Work through the records that follow and return each line containing the word "further".

#### [Entries provided]
____________________
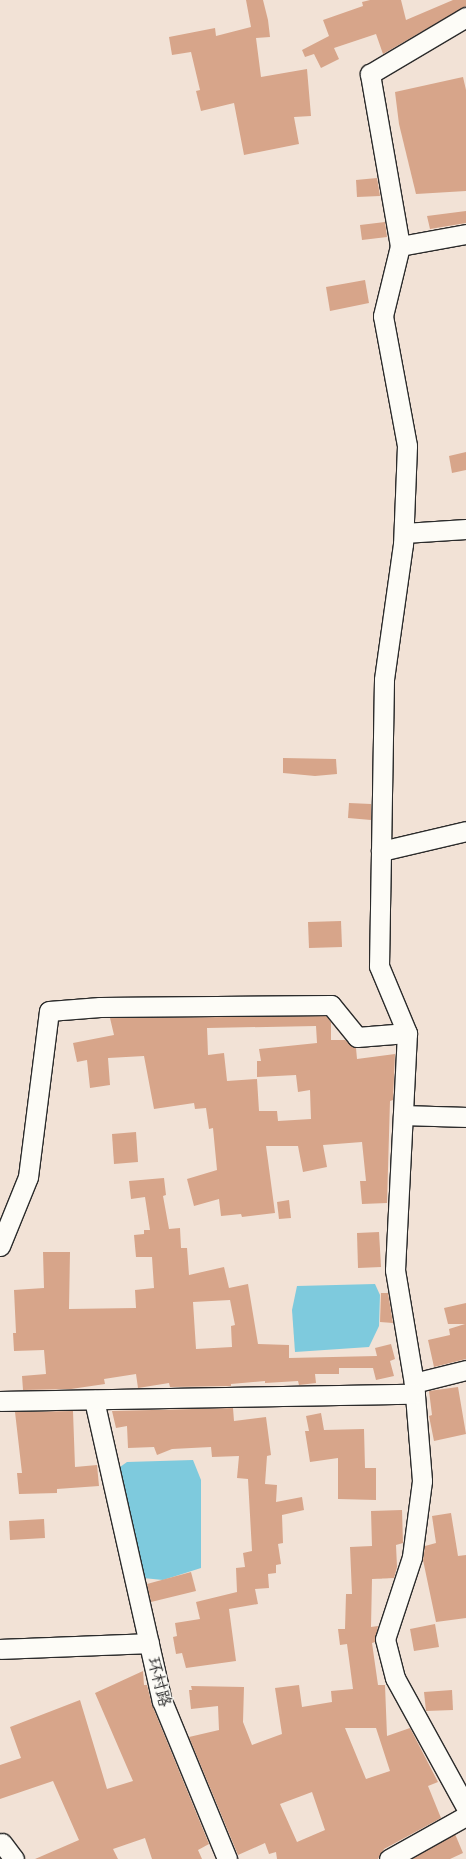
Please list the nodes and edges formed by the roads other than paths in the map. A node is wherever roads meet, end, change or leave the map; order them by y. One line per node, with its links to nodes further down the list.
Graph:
1 (466, 17): 3 (street)
2 (466, 234): 3 (street)
3 (400, 246): 5 (street)
4 (466, 529): 5 (street)
5 (404, 533): 7 (street)
6 (466, 831): 7 (street)
7 (381, 851): 8 (street)
8 (407, 1033): 9 (street); 11 (street)
9 (402, 1115): 10 (street); 13 (street)
10 (466, 1117)
11 (0, 1246)
12 (466, 1370): 13 (street)
13 (414, 1388): 14 (street); 18 (street)
14 (94, 1400): 15 (street); 16 (street)
15 (0, 1401)
16 (149, 1643): 17 (street, 环村路); 22 (street, 环村路)
17 (0, 1650)
18 (463, 1797)
19 (466, 1816): 23 (street)
20 (2, 1843): 21 (street)
21 (14, 1859)
22 (227, 1859)
23 (389, 1859)

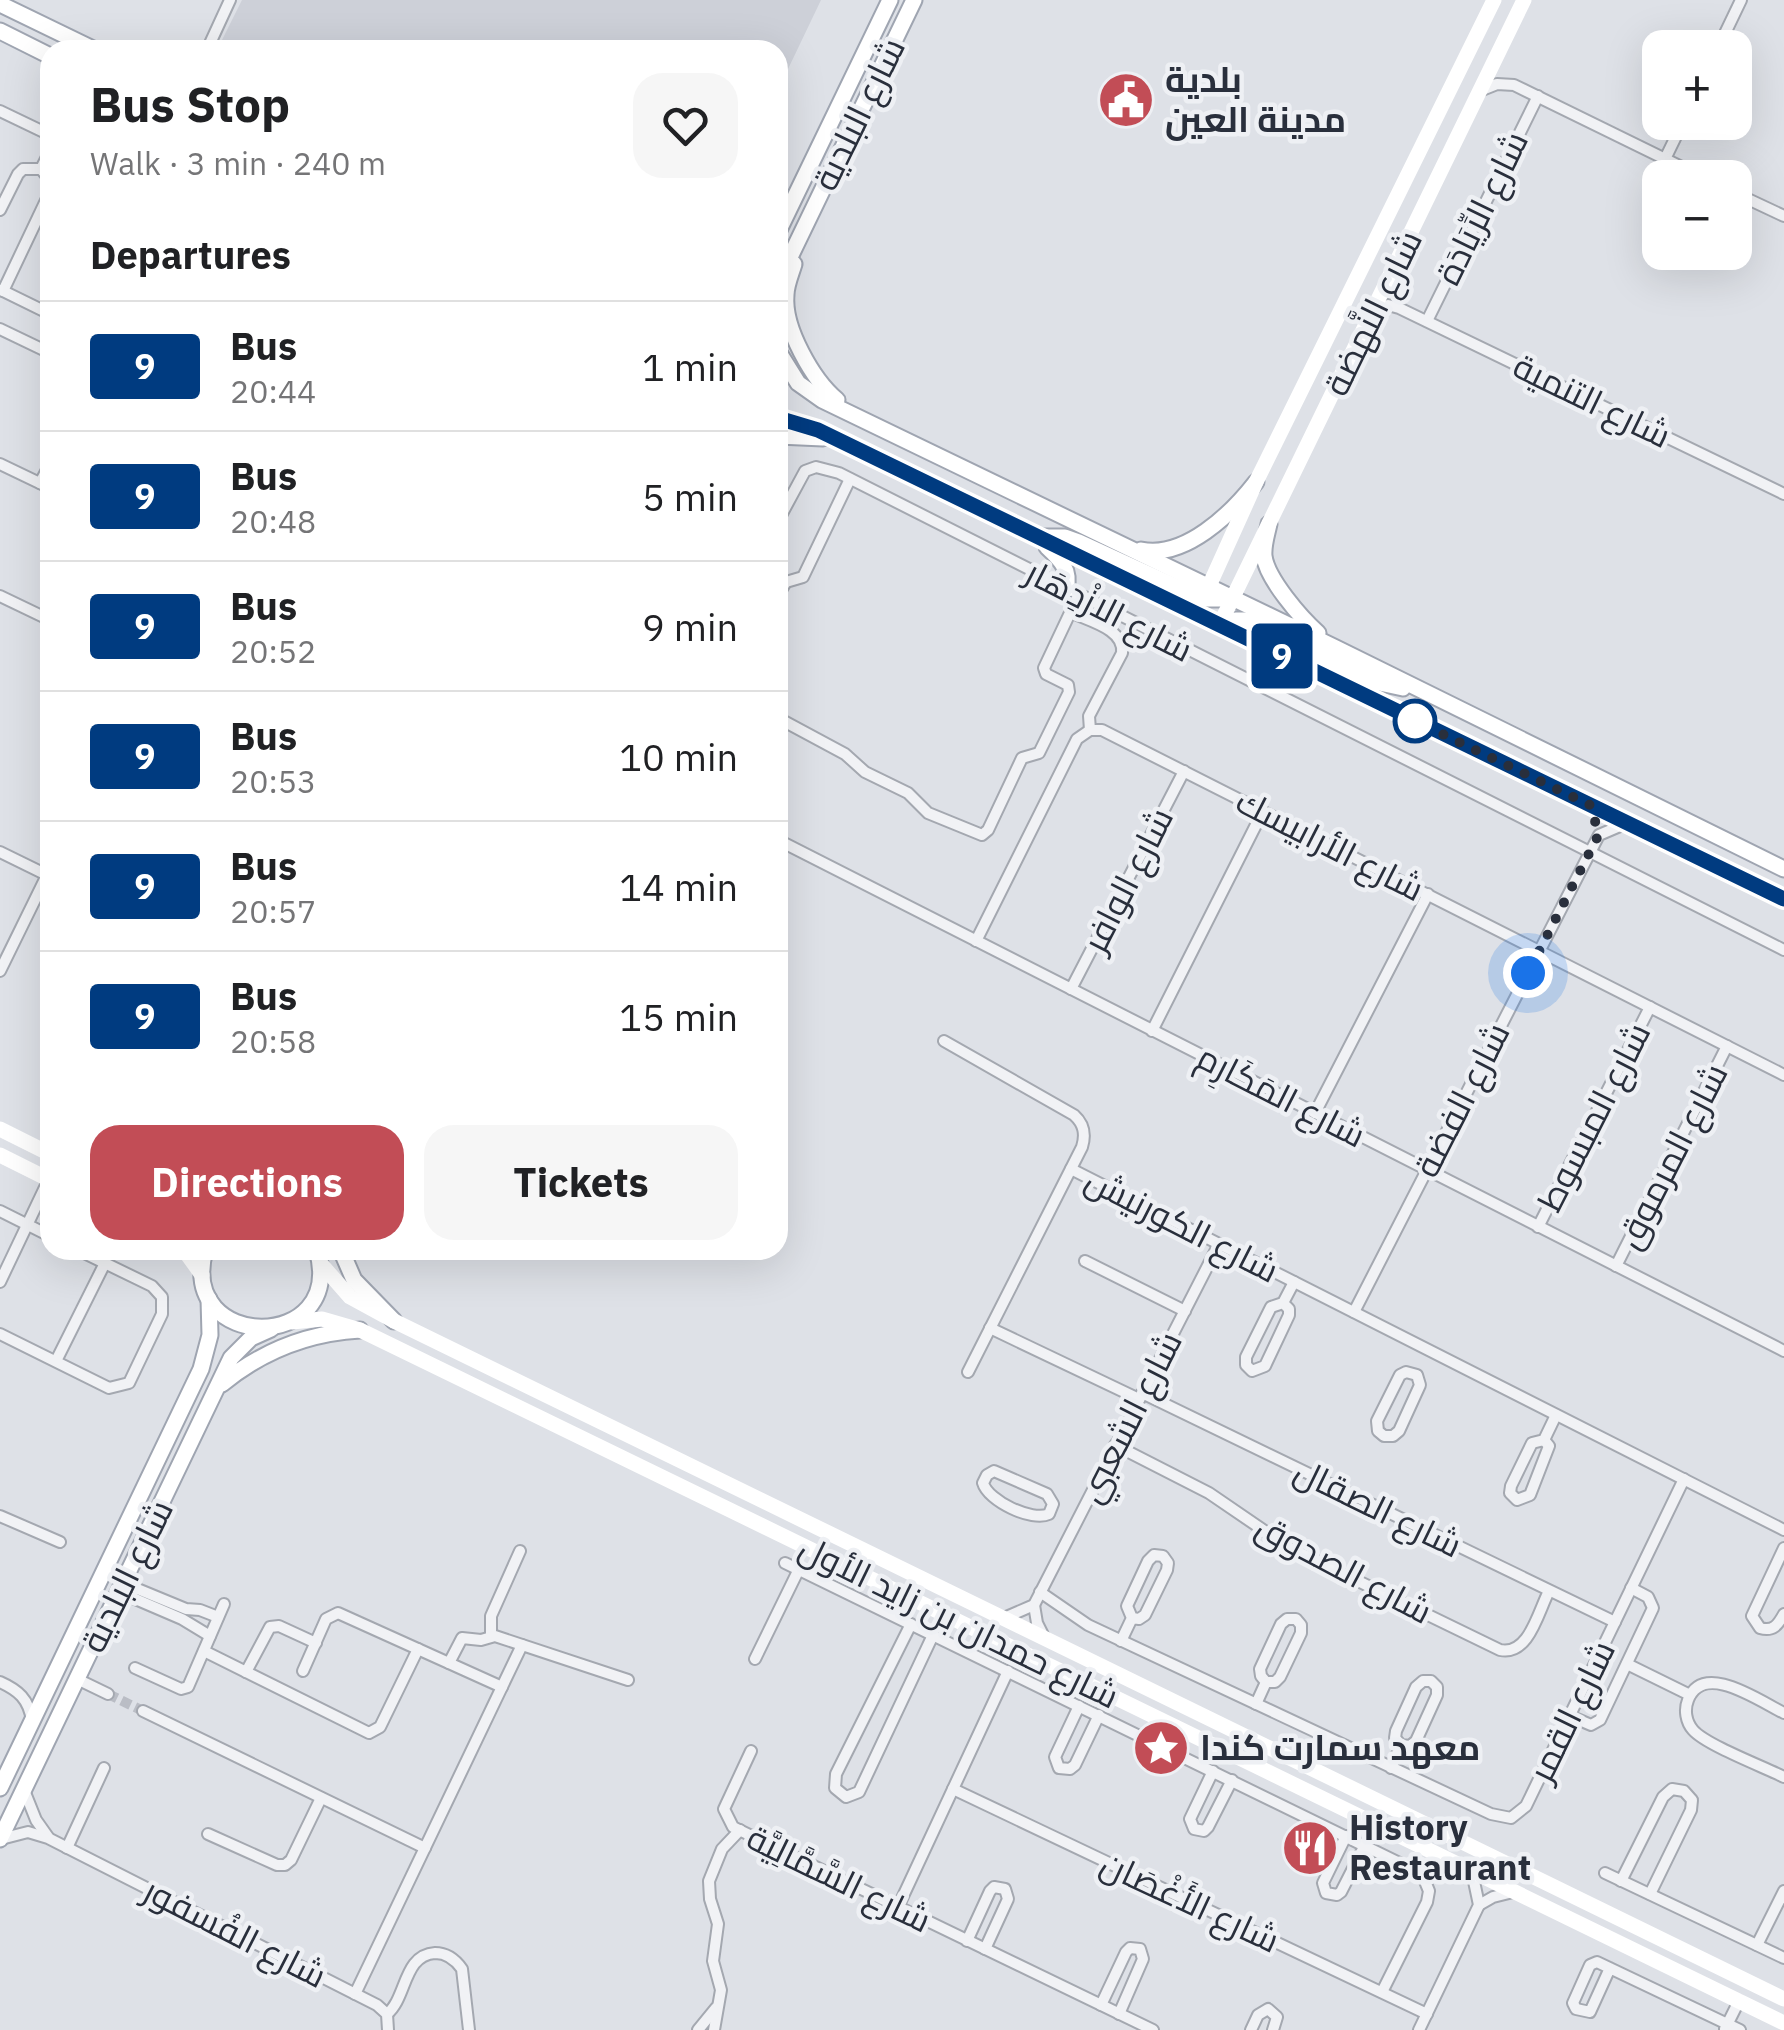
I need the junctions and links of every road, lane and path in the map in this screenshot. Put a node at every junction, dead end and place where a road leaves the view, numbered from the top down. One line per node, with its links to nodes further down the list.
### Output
1 (230, 0): 11 (street)
2 (890, 0): 24 (main road, شارع البلدية)
3 (914, 0): 27 (main road, شارع البلدية)
4 (1494, 0): 30 (main road, شارع النَّهضة)
5 (1524, 0): 13 (main road, شارع النَّهضة)
6 (1741, 0): 8 (street)
7 (0, 4): 10 (main road)
8 (1727, 30)
9 (0, 32): 12 (main road)
10 (74, 40)
11 (211, 40)
12 (40, 51)
13 (1498, 56): 14 (street); 15 (main road, شارع النَّهضة)
14 (1514, 85): 15 (street); 16 (street)
15 (1481, 90): 29 (main road, شارع النَّهضة)
16 (1538, 96): 20 (street); 37 (street, شارع الرِّيَادَة)
17 (0, 110): 18 (street)
18 (40, 130)
19 (1675, 140): 20 (street)
20 (1666, 159)
21 (40, 169): 23 (street)
22 (1752, 201): 26 (street)
23 (0, 210)
24 (788, 211)
25 (40, 212): 32 (street)
26 (1784, 216)
27 (805, 226): 28 (main road, شارع البلدية); 31 (main road)
28 (788, 261)
29 (1388, 284): 33 (main road, شارع النَّهضة); 34 (street)
30 (1354, 288): 41 (main road); 48 (main road, شارع النَّهضة)
31 (788, 289)
32 (2, 290): 35 (street)
33 (1376, 308): 34 (street, شارع التنمية); 41 (main road, شارع النَّهضة)
34 (1400, 308): 37 (street, شارع التنمية)
35 (40, 309)
36 (788, 310): 42 (main road)
37 (1427, 320): 50 (street, شارع التنمية)
38 (0, 329): 39 (street)
39 (40, 348)
40 (788, 370): 42 (main road)
41 (1343, 372): 52 (main road, شارع النَّهضة)
42 (860, 418): 53 (main road)
43 (788, 420): 45 (main road)
44 (788, 437): 45 (main road)
45 (834, 440): 54 (main road)
46 (0, 464): 49 (street)
47 (850, 479): 51 (street, شارع الازْدِهَار); 55 (street); 56 (street, شارع الازْدِهَار)
48 (1256, 482): 53 (main road); 59 (main road, شارع النَّهضة)
49 (40, 484)
50 (1784, 494)
51 (788, 502)
52 (1269, 524): 58 (main road, شارع النَّهضة); 64 (main road)
53 (1105, 537): 59 (main road)
54 (1037, 538): 56 (main road); 59 (main road)
55 (788, 582)
56 (1072, 593): 60 (street); 75 (street, شارع الازْدِهَار)
57 (0, 596): 61 (street)
58 (1232, 599): 59 (main road); 62 (main road, شارع النَّهضة); 64 (main road)
59 (1202, 600): 62 (main road)
60 (1070, 612): 66 (street); 67 (street)
61 (40, 615)
62 (1219, 626): 63 (main road)
63 (1236, 634): 65 (main road); 69 (main road)
64 (1336, 648): 65 (main road)
65 (1412, 688): 77 (main road)
66 (788, 723)
67 (1090, 730): 68 (street, شارع الأرابيسك); 81 (street)
68 (1184, 771): 70 (street, شارع الأرابيسك); 85 (street, شارع الوافر)
69 (1590, 805): 71 (main road); 72 (street)
70 (1263, 810): 79 (street, شارع الأرابيسك); 87 (street)
71 (1626, 823): 72 (street); 80 (main road)
72 (1599, 834): 75 (street, شارع الفضة)
73 (788, 845): 81 (street, شارع المَكَارِم)
74 (0, 852): 76 (street)
75 (1590, 852): 82 (street, شارع الازْدِهَار); 83 (street, شارع الفضة)
76 (40, 869)
77 (1784, 870)
78 (40, 891): 84 (street)
79 (1428, 894): 83 (street, شارع الأرابيسك); 91 (street)
80 (1784, 899)
81 (976, 941): 85 (street, شارع المَكَارِم)
82 (1784, 950)
83 (1539, 951): 86 (street, شارع الأرابيسك); 96 (street, شارع الفضة)
84 (0, 971)
85 (1072, 989): 87 (street, شارع المَكَارِم)
86 (1650, 1007): 89 (street, شارع الأرابيسك); 101 (street, شارع المبسوط)
87 (1152, 1030): 91 (street, شارع المَكَارِم)
88 (944, 1041): 95 (street)
89 (1727, 1046): 90 (street, شارع الأرابيسك); 112 (street, شارع المرموق)
90 (1784, 1075)
91 (1315, 1113): 96 (street, شارع المَكَارِم)
92 (0, 1129): 93 (main road)
93 (40, 1149)
94 (0, 1155): 97 (main road)
95 (1071, 1168): 103 (street, شارع الكورنيش); 122 (street)
96 (1426, 1170): 101 (street, شارع المَكَارِم); 119 (street, شارع الفضة)
97 (40, 1174)
98 (40, 1200): 100 (street)
99 (0, 1211): 100 (street)
100 (28, 1225): 102 (street); 114 (street)
101 (1538, 1226): 112 (street, شارع المَكَارِم)
102 (40, 1231)
103 (1218, 1244): 115 (street, شارع الكورنيش); 118 (street, شارع الشعبي)
104 (98, 1260): 111 (street)
105 (191, 1260): 113 (main road)
106 (204, 1260): 113 (main road)
107 (319, 1260): 121 (main road)
108 (321, 1260): 120 (main road, شارع حمدان بن زايد الأول)
109 (345, 1260): 120 (main road)
110 (1085, 1262): 118 (street, شارع الشعبي)
111 (104, 1263): 129 (street); 129 (street)
112 (1616, 1266): 128 (street, شارع المَكَارِم)
113 (202, 1275): 116 (main road, شارع البلدية)
114 (0, 1282)
115 (1294, 1282): 117 (street, شارع الكورنيش); 119 (street, شارع الكورنيش)
116 (209, 1299): 123 (main road); 181 (main road, شارع البلدية)
117 (1283, 1303): 117 (street, شارع الكورنيش)
118 (1184, 1311): 133 (street, شارع الشعبي)
119 (1354, 1312): 127 (street, شارع الكورنيش)
120 (394, 1321): 155 (main road, شارع حمدان بن زايد الأول)
121 (292, 1322): 123 (main road); 124 (main road, شارع حمدان بن زايد الأول)
122 (990, 1328): 130 (street); 133 (street, شارع الصقال)
123 (271, 1329): 132 (main road, شارع البلدية)
124 (360, 1330): 132 (main road); 157 (main road, شارع حمدان بن زايد الأول)
125 (0, 1334): 129 (street)
126 (1784, 1337): 128 (street)
127 (1426, 1349): 131 (street); 134 (street, شارع الكورنيش)
128 (1781, 1350)
129 (56, 1362)
130 (968, 1372)
131 (1414, 1373): 131 (street)
132 (216, 1389): 147 (main road, شارع البلدية)
133 (1141, 1396): 136 (street, شارع الشعبي); 149 (street, شارع الصقال)
134 (1556, 1414): 135 (street); 137 (street, شارع الكورنيش)
135 (1544, 1440): 135 (street)
136 (1115, 1445): 140 (street, شارع الشعبي); 149 (street, شارع الصدوق)
137 (1684, 1479): 141 (street, شارع الكورنيش); 148 (street, شارع القمر)
138 (1052, 1511): 138 (street, شارع الشعبي); 140 (street, شارع الشعبي)
139 (0, 1516): 142 (street)
140 (1076, 1523): 150 (street, شارع الشعبي)
141 (1784, 1530)
142 (60, 1542)
143 (1784, 1548): 153 (street)
144 (520, 1551): 162 (street)
145 (785, 1563): 146 (street)
146 (798, 1569): 159 (street); 172 (street)
147 (121, 1588): 154 (street); 161 (street); 179 (main road, شارع البلدية)
148 (1631, 1588): 158 (street, شارع القمر); 174 (street)
149 (1548, 1590): 158 (street, شارع الصقال)
150 (1040, 1592): 152 (street, شارع الشعبي); 165 (street, شارع القمر)
151 (224, 1604): 154 (street)
152 (1034, 1605): 155 (street); 164 (street)
153 (1784, 1614)
154 (218, 1618): 161 (street)
155 (1004, 1618): 164 (main road, شارع حمدان بن زايد الأول)
156 (1132, 1618): 156 (street); 165 (street)
157 (953, 1619): 163 (main road, شارع حمدان بن زايد الأول); 168 (street)
158 (1614, 1622): 193 (street, شارع القمر)
159 (911, 1624): 160 (street); 160 (street)
160 (934, 1635): 168 (street)
161 (210, 1636): 170 (street)
162 (491, 1636): 167 (street); 173 (street)
163 (989, 1637): 171 (street); 214 (main road, شارع حمدان بن زايد الأول)
164 (1046, 1638): 229 (main road, شارع حمدان بن زايد الأول)
165 (1122, 1640): 188 (street, شارع القمر)
166 (316, 1642): 169 (street); 176 (street); 178 (street)
167 (522, 1645): 180 (street); 184 (street)
168 (956, 1646): 171 (street)
169 (418, 1649): 173 (street); 178 (street)
170 (204, 1651): 175 (street); 178 (street)
171 (968, 1652): 177 (street)
172 (756, 1658)
173 (449, 1664): 184 (street)
174 (1627, 1664): 187 (street); 193 (street)
175 (135, 1668)
176 (303, 1671)
177 (1008, 1671): 189 (street); 204 (street)
178 (246, 1672)
179 (78, 1679): 186 (street); 203 (main road, شارع البلدية)
180 (628, 1680)
181 (50, 1681): 185 (street); 194 (main road, شارع البلدية)
182 (0, 1682): 185 (street)
183 (1266, 1682): 183 (street); 188 (street)
184 (502, 1687): 213 (street)
185 (16, 1690): 194 (street)
186 (108, 1694)
187 (1690, 1695): 191 (street); 200 (street)
188 (1256, 1704): 198 (street, شارع القمر)
189 (1079, 1706): 192 (street); 192 (street)
190 (142, 1711): 205 (street)
191 (1784, 1713)
192 (1099, 1715): 199 (street)
193 (1570, 1716): 198 (street, شارع القمر)
194 (32, 1722): 202 (main road, شارع البلدية)
195 (1400, 1746): 195 (street); 198 (street)
196 (750, 1752): 206 (street, شارع السَّمَّالِيَّة)
197 (104, 1768): 212 (street)
198 (1391, 1768)
199 (1213, 1771): 201 (street); 201 (street)
200 (1784, 1777)
201 (1232, 1780): 208 (street)
202 (0, 1788)
203 (24, 1789): 209 (street); 210 (main road, شارع البلدية)
204 (952, 1790): 221 (street); 227 (street, شارع الأَغْصَان)
205 (321, 1798): 207 (street); 213 (street)
206 (740, 1830): 221 (street, شارع السَّمَّالِيَّة); 232 (street)
207 (208, 1834)
208 (1346, 1836): 211 (street); 211 (street)
209 (48, 1838): 210 (street, شارع الفُسفور); 212 (street, شارع الفُسفور)
210 (0, 1839)
211 (1364, 1844): 227 (street)
212 (67, 1848): 228 (street, شارع الفُسفور)
213 (425, 1848): 228 (street)
214 (1472, 1872): 218 (main road, شارع حمدان بن زايد الأول); 220 (street)
215 (1605, 1873): 216 (street)
216 (1621, 1881): 219 (street); 219 (street)
217 (1784, 1891): 223 (street)
218 (1513, 1892): 220 (street); 231 (main road, شارع حمدان بن زايد الأول)
219 (1650, 1894): 223 (street)
220 (1479, 1905): 235 (street)
221 (898, 1907): 222 (street, شارع السَّمَّالِيَّة)
222 (967, 1940): 224 (street, شارع السَّمَّالِيَّة); 224 (street, شارع السَّمَّالِيَّة)
223 (1757, 1946): 225 (street)
224 (985, 1949): 230 (street, شارع السَّمَّالِيَّة)
225 (1784, 1958)
226 (1610, 1968): 226 (street); 237 (street)
227 (1382, 1992): 235 (street, شارع الأَغْصَان)
228 (355, 1994): 233 (street, شارع الفُسفور)
229 (1784, 1998)
230 (1101, 2005): 234 (street, شارع السَّمَّالِيَّة); 234 (street)
231 (1746, 2005): 236 (main road, شارع حمدان بن زايد الأول); 237 (street); 246 (street)
232 (717, 2007): 240 (street); 241 (street)
233 (387, 2014): 238 (street); 239 (street)
234 (1119, 2014): 242 (street, شارع السَّمَّالِيَّة)
235 (1427, 2014): 245 (street)
236 (1784, 2024)
237 (1726, 2027): 246 (street)
238 (388, 2030)
239 (469, 2030)
240 (698, 2030)
241 (714, 2030)
242 (1152, 2030)
243 (1251, 2030): 244 (street)
244 (1273, 2030)
245 (1419, 2030)
246 (1741, 2030)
____________________
#### [Exercise solution]
Please list the nodes and edges formed by the roads other than paths in the map. A node is wherever roads meet, end, change or leave the map; order them by y. One line per node, with its links to nodes further down the list.
I need the junctions and links of every road, lane and path in the map in this screenshot. Put a node at every junction, dead end and place where a road leaves the view, numbered from the top down. One line per node, with its links to nodes further down the list.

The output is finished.